Hauntingly, the final words of pilot Zygmunt Pawlacyzk, a 59 year old air travel veteran, were also immortalised, captured by air-traffic control as the jet plummeted to its doom.

It was a bright and unassuming September morning as passengers boarded the aircraft, a Soviet-built Ilyushin Il-62M.

The aircraft, still popular in countries such as Russia and North Korea, had been constructed four years earlier, in 1983, and should have been in generally sound condition.

But within minutes of its 10:18am departure from Warsaw, air traffic controllers urged the crew to climb rapidly to avoid military training aircraft. The pilots pushed the ageing jet hard, a decision which would prove fatal, reports the Daily Record.

LOT Polish Airlines Flight 5055

A memorial to those who lost their lives (Image: Grzegorz Petka/Wikimedia Commons)

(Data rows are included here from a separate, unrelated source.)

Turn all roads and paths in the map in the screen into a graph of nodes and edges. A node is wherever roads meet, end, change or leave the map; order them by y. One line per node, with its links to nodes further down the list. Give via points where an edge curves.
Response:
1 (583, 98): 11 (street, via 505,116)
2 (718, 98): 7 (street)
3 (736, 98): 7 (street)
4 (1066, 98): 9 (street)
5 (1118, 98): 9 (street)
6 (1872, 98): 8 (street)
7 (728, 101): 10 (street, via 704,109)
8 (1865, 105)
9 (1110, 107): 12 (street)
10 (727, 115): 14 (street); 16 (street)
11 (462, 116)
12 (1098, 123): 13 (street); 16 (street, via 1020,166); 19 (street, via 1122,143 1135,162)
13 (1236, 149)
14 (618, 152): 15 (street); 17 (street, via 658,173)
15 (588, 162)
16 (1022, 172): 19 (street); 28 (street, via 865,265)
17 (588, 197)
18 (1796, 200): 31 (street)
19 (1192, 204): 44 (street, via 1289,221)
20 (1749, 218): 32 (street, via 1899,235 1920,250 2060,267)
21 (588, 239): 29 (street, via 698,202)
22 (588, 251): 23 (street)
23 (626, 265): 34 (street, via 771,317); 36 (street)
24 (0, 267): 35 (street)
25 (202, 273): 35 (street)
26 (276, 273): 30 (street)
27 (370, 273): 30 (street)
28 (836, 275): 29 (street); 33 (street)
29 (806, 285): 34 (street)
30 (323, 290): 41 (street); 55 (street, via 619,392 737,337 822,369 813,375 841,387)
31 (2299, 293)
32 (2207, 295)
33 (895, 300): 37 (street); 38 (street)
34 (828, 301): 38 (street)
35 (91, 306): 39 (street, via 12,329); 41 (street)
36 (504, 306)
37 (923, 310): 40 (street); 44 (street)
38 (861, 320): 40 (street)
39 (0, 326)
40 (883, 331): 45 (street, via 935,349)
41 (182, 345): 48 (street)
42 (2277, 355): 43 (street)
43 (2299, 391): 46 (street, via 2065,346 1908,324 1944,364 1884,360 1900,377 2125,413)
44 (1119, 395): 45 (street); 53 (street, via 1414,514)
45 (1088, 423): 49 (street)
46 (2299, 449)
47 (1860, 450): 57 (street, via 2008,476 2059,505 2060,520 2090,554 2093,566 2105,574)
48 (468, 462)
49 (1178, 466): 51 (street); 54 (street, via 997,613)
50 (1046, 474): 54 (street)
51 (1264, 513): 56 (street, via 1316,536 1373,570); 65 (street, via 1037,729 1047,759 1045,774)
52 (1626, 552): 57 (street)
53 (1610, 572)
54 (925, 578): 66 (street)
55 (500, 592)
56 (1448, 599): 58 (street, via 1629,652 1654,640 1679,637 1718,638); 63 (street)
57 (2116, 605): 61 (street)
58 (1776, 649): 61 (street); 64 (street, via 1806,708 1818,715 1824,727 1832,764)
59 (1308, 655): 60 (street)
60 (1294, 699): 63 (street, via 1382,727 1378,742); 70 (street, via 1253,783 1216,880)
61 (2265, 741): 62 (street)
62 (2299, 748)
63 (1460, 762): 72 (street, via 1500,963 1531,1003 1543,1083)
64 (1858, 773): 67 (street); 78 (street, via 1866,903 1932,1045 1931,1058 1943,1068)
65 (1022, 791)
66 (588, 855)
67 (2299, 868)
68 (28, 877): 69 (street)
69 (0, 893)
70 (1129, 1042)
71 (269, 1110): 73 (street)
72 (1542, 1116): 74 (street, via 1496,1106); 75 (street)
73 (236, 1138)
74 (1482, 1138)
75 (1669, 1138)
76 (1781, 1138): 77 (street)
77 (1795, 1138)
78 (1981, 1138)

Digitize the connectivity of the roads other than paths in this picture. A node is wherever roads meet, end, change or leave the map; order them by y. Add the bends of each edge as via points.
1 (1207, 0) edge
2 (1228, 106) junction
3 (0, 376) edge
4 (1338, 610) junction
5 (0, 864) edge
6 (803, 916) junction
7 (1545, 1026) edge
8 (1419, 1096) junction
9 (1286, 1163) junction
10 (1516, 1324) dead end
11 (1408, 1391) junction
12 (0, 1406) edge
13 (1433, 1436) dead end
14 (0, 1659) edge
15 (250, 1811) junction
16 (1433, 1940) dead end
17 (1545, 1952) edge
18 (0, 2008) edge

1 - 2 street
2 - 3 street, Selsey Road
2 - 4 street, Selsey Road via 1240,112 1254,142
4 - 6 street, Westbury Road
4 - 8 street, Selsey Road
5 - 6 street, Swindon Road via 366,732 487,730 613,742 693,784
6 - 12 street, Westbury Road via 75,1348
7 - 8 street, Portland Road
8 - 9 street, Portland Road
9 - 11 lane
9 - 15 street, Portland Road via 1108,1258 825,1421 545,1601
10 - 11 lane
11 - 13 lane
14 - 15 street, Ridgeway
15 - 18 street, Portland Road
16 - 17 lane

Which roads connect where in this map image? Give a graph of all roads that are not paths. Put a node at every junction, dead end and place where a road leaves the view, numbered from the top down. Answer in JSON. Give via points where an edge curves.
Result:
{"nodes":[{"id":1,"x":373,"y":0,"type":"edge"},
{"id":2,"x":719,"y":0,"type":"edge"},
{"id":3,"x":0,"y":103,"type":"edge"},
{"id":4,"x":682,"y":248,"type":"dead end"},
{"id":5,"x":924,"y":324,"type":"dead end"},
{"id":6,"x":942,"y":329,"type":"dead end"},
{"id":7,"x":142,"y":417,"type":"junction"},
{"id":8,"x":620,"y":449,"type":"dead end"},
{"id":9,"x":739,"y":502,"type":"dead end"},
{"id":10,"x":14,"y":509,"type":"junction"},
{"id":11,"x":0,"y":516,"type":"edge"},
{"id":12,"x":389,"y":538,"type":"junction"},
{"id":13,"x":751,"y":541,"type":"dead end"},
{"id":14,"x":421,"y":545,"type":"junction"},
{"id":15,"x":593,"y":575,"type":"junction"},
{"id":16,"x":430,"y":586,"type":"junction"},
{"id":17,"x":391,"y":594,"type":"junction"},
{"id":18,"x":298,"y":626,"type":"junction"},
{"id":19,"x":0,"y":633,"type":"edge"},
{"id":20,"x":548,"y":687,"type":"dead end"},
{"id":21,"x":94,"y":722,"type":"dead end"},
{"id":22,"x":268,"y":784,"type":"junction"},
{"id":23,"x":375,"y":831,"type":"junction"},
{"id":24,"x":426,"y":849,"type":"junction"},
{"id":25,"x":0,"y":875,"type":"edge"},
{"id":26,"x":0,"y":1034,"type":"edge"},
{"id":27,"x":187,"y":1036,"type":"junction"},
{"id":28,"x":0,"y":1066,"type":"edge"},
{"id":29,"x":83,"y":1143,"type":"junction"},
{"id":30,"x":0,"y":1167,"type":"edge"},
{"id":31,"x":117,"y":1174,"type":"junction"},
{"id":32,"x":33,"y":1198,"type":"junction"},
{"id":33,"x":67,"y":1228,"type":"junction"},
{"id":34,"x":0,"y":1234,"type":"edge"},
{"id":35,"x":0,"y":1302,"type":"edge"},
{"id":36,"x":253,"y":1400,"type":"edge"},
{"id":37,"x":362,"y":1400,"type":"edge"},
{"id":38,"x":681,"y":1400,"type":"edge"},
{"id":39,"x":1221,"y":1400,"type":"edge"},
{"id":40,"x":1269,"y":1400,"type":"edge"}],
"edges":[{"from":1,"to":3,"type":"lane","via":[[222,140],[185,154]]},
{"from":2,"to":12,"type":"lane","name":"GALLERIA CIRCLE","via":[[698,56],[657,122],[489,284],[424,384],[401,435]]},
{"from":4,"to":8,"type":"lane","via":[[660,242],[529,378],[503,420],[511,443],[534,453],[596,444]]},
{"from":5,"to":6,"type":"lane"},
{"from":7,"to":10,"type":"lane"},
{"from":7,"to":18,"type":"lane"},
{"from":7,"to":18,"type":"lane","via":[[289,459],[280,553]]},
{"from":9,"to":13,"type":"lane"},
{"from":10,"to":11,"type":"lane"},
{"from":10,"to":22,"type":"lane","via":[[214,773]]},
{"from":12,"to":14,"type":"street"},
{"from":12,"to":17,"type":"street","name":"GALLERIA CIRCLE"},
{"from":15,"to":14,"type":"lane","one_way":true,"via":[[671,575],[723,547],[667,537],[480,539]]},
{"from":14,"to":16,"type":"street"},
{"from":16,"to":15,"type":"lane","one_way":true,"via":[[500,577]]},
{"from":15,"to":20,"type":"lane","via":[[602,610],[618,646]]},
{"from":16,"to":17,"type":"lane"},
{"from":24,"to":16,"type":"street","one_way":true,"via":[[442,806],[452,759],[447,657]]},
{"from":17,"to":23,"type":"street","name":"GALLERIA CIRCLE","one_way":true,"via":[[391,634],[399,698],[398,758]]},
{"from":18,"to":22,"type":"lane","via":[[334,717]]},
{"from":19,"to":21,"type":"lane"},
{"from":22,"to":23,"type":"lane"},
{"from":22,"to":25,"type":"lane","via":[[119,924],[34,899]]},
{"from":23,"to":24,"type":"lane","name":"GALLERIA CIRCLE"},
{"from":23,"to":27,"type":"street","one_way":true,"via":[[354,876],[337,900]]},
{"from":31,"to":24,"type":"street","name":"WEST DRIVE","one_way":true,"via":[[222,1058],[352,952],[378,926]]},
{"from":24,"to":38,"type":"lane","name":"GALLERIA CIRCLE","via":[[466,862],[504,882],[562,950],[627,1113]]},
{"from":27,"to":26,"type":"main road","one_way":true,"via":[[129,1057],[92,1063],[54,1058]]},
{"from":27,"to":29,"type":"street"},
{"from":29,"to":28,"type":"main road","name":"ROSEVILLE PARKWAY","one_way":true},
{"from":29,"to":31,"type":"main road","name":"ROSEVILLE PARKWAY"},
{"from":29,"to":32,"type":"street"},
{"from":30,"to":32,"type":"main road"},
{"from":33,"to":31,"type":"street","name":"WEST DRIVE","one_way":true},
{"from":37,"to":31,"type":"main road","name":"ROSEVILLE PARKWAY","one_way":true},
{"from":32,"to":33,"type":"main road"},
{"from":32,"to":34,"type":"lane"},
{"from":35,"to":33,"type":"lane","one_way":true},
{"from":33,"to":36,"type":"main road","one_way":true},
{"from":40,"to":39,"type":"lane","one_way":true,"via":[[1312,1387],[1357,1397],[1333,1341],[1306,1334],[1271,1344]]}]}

Nine minutes after maximum thrust was applied, as the aircraft roared over northern Poland, faulty roller bearings in one of the engines, fitted with just 13 rollers instead of the required 26, overheated to a terrifying 1,000°C.

The heat disintegrated the engine shaft, causing the turbine disc to explode like a bomb. Shrapnel ripped through the fuselage and remaining engines, cutting flight controls and setting the aircraft ablaze.

As flames spread, burning debris flew into the cabin, prompting passengers to surge towards the cockpit and further destabilising the already unstable aircraft.

In the cockpit, the crew could be heard shouting « Fire! Two engines are gone. »

Captain Pawlacyzk contacted air-traffic control at Warsaw to inform them of the blaze and request permission to turn back and attempt an emergency landing, just 3.5km away.

But the aircraft was too badly damaged, a realisation the control tower heard Captain Pawlacyzk come to as he uttered his heartbreaking last words: « Good night! Goodbye! Bye, we’re dying! »

Seconds later, just miles from the runway, the stricken jet plunged nose-first into a forest outside Warsaw at nearly 300mph, exploding on impact. There were no survivors, and the bodies were so severely disfigured that 62 were never identified.

The Polish government declared two days of national mourning and erected a memorial at the site of the crash, which remains the worst in Polish history.

Mass tragedies like this have become less frequent in recent decades despite rising flight numbers, and yet last month, 260 people died when an Air India flight failed to ascend after takeoff.